For our evening devotions Dirk reads from "Our Daily Bread" which is something that his grandfather did at the dinner table and so Dirk carries on the tradition. After breakfast or lunch I read one of Makenzie's Bible story books.
Our favorite is The Jesus Storybook Bible.
But we also read The Beginners Toddler Bible
My First Story Bible
Really Woolly Bedtime Prayers
and of course the Bible itself.
This week while reading "A Mom After God's Own Heart" for a Mommy Study that I'm co-leading with a friend, I read Deuteronomy 6:5-9:
"You shall love the LORD your God with all your heart, with all your soul, and with all your strength. And these words which I command you today shall be in your heart. You shall teach them diligently to your children, and shall talk of them when you sit in your house, when you walk by the way, when you lie down, and when you rise up. You shall bind them as a sign on your hand, and they shall be as frontlets between your eyes. You shall write them on the doorposts of your house and on your gates."
I have read these verses many times and have heard it quoted even more than that, but this time the Lord really spoke to me. One of my biggest struggles in being a stay-at-home-mom is losing sight of the purpose. Coming from a position where I was constantly getting feedback and progressing and finding successes and making a difference in lives of many children, I find myself wondering if I am doing things right. I feel like every week I'm doing the same tasks, only to redo them the following week. Am I doing my job? Am I making a difference for Lord? Am I doing what I'm supposed to be doing? Of course Makenzie is healthy and happy and thriving which is, in a sense a measure of success, but wouldn't she still be healthy, happy and thriving if I weren't at home with her?
These verse in Deuteronomy give me a new sense of purpose, a renewed sense of why I'm staying home and what my goal is. The measure of success is: Am I allowing God to be in me every second of every day? Am I compromising in any way?
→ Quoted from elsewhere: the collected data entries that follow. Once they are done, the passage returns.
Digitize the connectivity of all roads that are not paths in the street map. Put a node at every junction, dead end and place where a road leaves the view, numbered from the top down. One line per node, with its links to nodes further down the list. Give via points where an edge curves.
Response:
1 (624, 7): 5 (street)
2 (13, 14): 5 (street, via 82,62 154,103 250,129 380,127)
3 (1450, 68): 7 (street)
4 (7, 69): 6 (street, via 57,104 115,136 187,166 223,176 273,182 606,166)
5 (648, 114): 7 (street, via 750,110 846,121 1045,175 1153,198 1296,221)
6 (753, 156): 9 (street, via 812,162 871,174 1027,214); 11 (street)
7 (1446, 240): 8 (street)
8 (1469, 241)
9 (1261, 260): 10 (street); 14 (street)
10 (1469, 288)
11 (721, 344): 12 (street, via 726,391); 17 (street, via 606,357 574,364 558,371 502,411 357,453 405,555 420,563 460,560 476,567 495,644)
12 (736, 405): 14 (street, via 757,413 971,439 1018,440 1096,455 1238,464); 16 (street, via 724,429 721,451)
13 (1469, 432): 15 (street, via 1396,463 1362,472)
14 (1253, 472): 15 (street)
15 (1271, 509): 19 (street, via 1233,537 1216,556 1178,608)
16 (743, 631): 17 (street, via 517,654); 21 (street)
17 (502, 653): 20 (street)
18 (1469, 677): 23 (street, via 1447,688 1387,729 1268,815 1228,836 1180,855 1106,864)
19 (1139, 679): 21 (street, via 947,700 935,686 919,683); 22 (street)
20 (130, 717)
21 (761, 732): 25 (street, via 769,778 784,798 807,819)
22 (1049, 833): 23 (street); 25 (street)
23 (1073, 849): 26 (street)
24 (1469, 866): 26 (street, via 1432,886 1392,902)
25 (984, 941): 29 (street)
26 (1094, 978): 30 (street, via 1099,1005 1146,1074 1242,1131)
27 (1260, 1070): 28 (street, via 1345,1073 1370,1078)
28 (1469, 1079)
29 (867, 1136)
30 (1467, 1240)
Am I teaching Makenzie the things of the Lord at every opportunity and holding myself in a way that shows that God's Word is in my heart? Am I living in such a way that there is room only for God?
My goal is to live a life of purpose, where every single thing I do has purpose. That doesn't mean that I have to be filling up my every minute but it does mean that if I'm watching TV there is a purpose for it, such as to relax and unwind or to relax to prepare for the rest of the day. It's about making everything a choice and doing nothing mindlessly. My goal is to DILIGENTLY teach the things of the Lord to Makenzie. To talk of the things of the Lord ALL day long. To remember them and to meditate on them.
I have had a personal conviction the past few months to listen to very limited amounts of non-Christian music, if any at all. I'm not saying that's for everyone but for me, as I listen to Makenzie sing the words to ANY song that we play, god put on my heart that I should be filling her mind with the things of the Lord not ideas without godly purpose. I understand that not every person would agree but this is a choice that I have made because of the burden God has put on my heart. In the end, my ultimate desire is to be a woman of God, a woman of purpose and to raise children of purpose. When I'm feeling discouraged or purposeless I will return to this verse and meditate on it. Evaluating whether or not I am truly living for the Lord.